▸ PROBLEM:
No image is to be carried over; reproduce the rest of the listing word for word.
'''
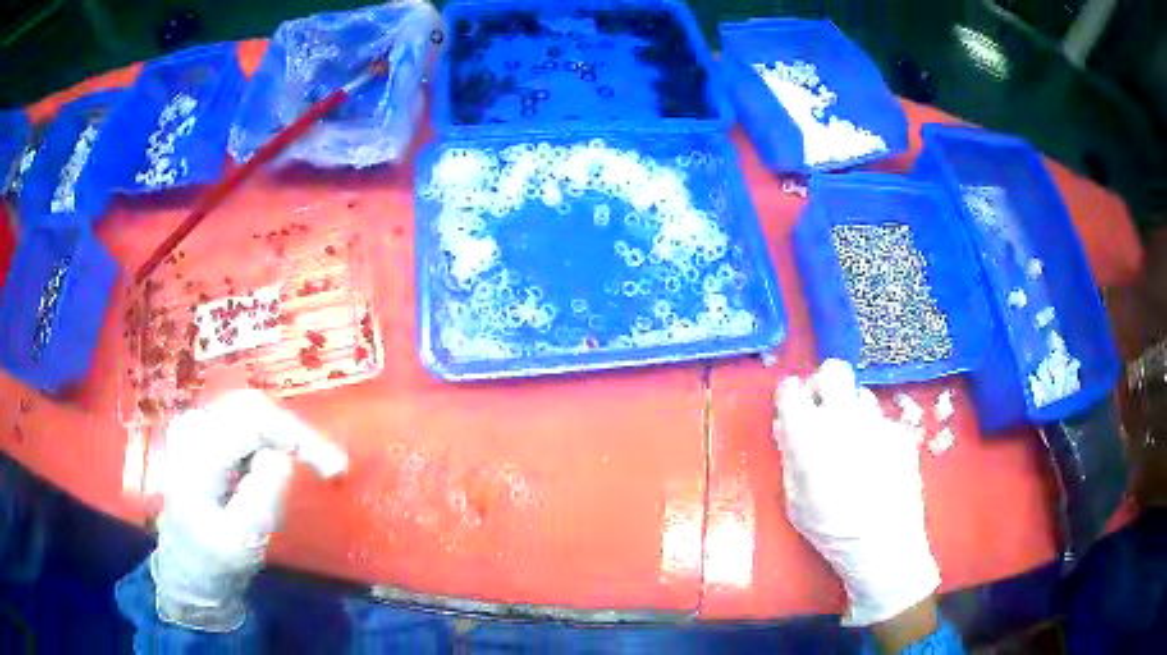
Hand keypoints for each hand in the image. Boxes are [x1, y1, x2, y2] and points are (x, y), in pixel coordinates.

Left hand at [150, 390, 347, 630]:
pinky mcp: (202, 430)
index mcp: (197, 452)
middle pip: (254, 406)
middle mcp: (193, 425)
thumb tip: (284, 456)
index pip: (254, 419)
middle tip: (328, 467)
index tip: (334, 469)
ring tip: (309, 466)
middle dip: (295, 433)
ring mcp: (195, 423)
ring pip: (251, 410)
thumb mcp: (242, 541)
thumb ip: (261, 497)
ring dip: (284, 436)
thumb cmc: (215, 559)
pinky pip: (244, 420)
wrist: (187, 563)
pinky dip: (271, 438)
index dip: (299, 435)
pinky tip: (279, 463)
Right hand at [774, 360, 939, 626]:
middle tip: (822, 409)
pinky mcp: (902, 432)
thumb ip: (789, 456)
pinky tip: (877, 460)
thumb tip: (787, 427)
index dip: (789, 397)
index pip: (790, 388)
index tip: (791, 410)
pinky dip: (875, 432)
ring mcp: (878, 422)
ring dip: (852, 409)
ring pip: (861, 394)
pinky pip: (883, 419)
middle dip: (824, 384)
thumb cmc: (831, 530)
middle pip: (833, 370)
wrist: (884, 544)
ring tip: (853, 440)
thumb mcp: (795, 500)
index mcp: (810, 434)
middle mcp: (845, 417)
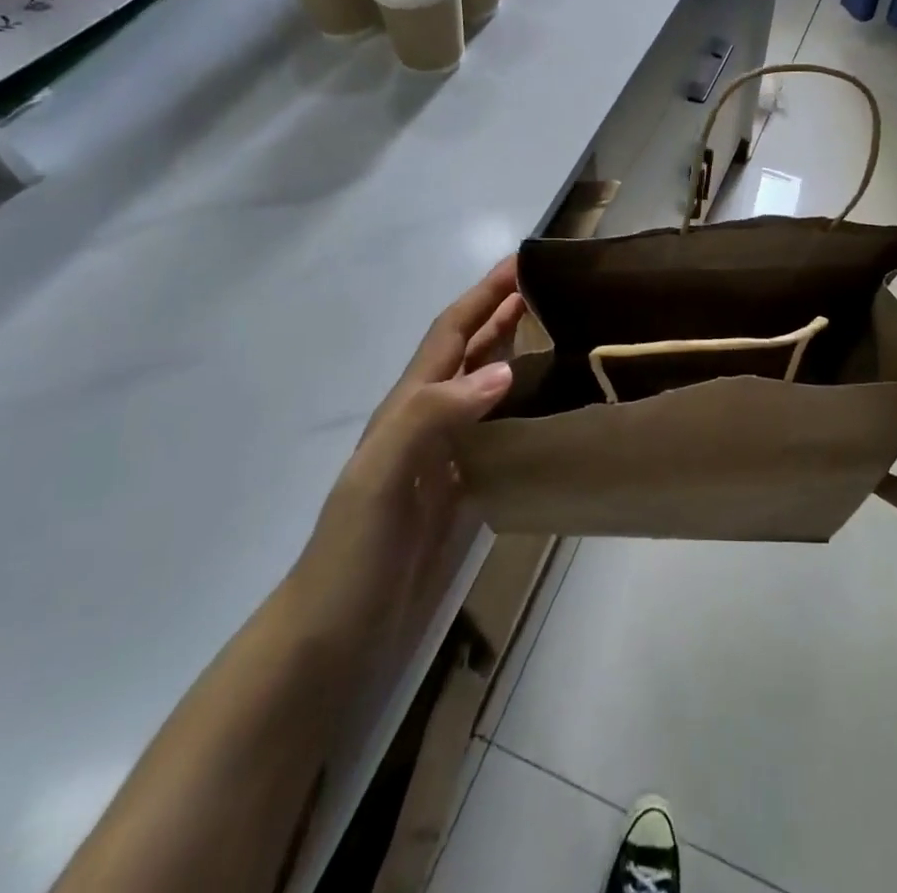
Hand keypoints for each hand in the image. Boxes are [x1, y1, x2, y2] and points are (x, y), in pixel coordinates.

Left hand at [289, 258, 526, 645]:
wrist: (337, 634)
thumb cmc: (355, 550)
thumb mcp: (381, 477)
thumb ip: (433, 417)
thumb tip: (504, 370)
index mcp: (408, 406)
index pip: (450, 333)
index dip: (483, 295)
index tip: (522, 262)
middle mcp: (429, 421)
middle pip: (470, 352)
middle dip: (503, 313)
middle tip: (550, 289)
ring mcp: (446, 456)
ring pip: (486, 388)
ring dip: (515, 354)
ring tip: (558, 335)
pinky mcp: (463, 489)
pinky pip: (499, 431)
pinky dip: (523, 408)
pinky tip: (549, 411)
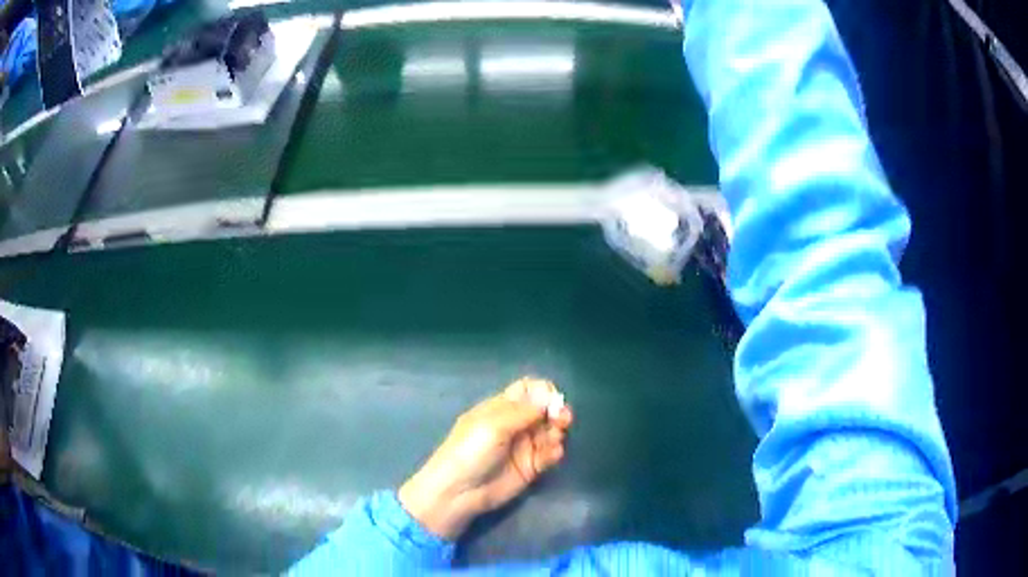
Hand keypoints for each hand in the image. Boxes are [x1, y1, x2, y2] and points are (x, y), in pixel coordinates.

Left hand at [398, 377, 572, 539]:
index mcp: (501, 408)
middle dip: (557, 410)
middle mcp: (515, 424)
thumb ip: (522, 411)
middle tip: (563, 419)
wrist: (459, 491)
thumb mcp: (492, 426)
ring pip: (550, 431)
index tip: (553, 400)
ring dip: (558, 430)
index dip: (543, 391)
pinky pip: (550, 454)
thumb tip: (548, 398)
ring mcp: (524, 446)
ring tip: (555, 438)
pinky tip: (553, 455)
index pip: (528, 390)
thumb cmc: (469, 452)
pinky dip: (555, 451)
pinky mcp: (531, 467)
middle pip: (544, 409)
'''
▸ TASK RESULT:
Hand keypoints for each hand in the image. Boxes are [x1, y1, x2, y2] and points are (x, y), in pixel coordinates.

Left hand at [150, 390, 347, 630]:
pinky mcp: (202, 430)
index mcp: (197, 452)
middle pip: (254, 406)
middle mcp: (193, 425)
thumb tip: (284, 456)
index pip: (254, 419)
middle tip: (328, 467)
index tip: (334, 469)
ring tip: (309, 466)
middle dip: (295, 433)
ring mcp: (195, 423)
ring pip: (251, 410)
thumb mcp: (242, 541)
thumb ip: (261, 497)
ring dip: (284, 436)
thumb cmc: (215, 559)
pinky pip: (244, 420)
wrist: (187, 563)
pinky dip: (271, 438)
index dip: (299, 435)
pinky tip: (279, 463)
Right hand at [774, 360, 939, 626]:
middle tip: (822, 409)
pinky mcp: (902, 432)
thumb ip: (789, 456)
pinky tip: (877, 460)
thumb tip: (787, 427)
index dip: (789, 397)
index pip: (790, 388)
index tip: (791, 410)
pinky dip: (875, 432)
ring mcp: (878, 422)
ring dip: (852, 409)
ring pip: (861, 394)
pinky pip: (883, 419)
middle dip: (824, 384)
thumb cmc: (831, 530)
middle pip: (833, 370)
wrist: (884, 544)
ring tip: (853, 440)
thumb mcp: (795, 500)
index mcp: (810, 434)
middle mcp: (845, 417)
Hand keypoints for each hand in the image. Boxes are [x1, y1, x2, y2] and points are (x, y), in pixel coordinates.

Left hand at [289, 258, 526, 645]:
wrist: (337, 634)
thumb cmc: (355, 550)
thumb mcp: (381, 477)
thumb ip: (433, 417)
thumb tip: (504, 370)
index mcp: (408, 406)
index pip: (450, 333)
index dip: (483, 295)
index tip: (522, 262)
middle mcp: (429, 421)
middle pip: (470, 352)
middle dip: (503, 313)
middle tip: (550, 289)
ring mcp: (446, 456)
ring pip: (486, 388)
ring dip: (515, 354)
ring tip: (558, 335)
pinky mcp: (463, 489)
pinky pip: (499, 431)
pinky dip: (523, 408)
pinky tip: (549, 411)
Hand keypoints for each hand in the image. Boxes are [x1, y1, x2, y2] and points are (x, y), in pixel coordinates.

Left hand at [398, 377, 572, 539]:
index mcp: (501, 408)
middle dip: (557, 410)
middle mcp: (515, 424)
thumb ip: (522, 411)
middle tip: (563, 419)
wrist: (459, 491)
thumb mcp: (492, 426)
ring pip: (550, 431)
index tip: (553, 400)
ring dip: (558, 430)
index dip: (543, 391)
pinky pip: (550, 454)
thumb tip: (548, 398)
ring mcp: (524, 446)
ring tip: (555, 438)
pinky tip: (553, 455)
index pip: (528, 390)
thumb cmc: (469, 452)
pinky dip: (555, 451)
pinky mcp: (531, 467)
middle pip: (544, 409)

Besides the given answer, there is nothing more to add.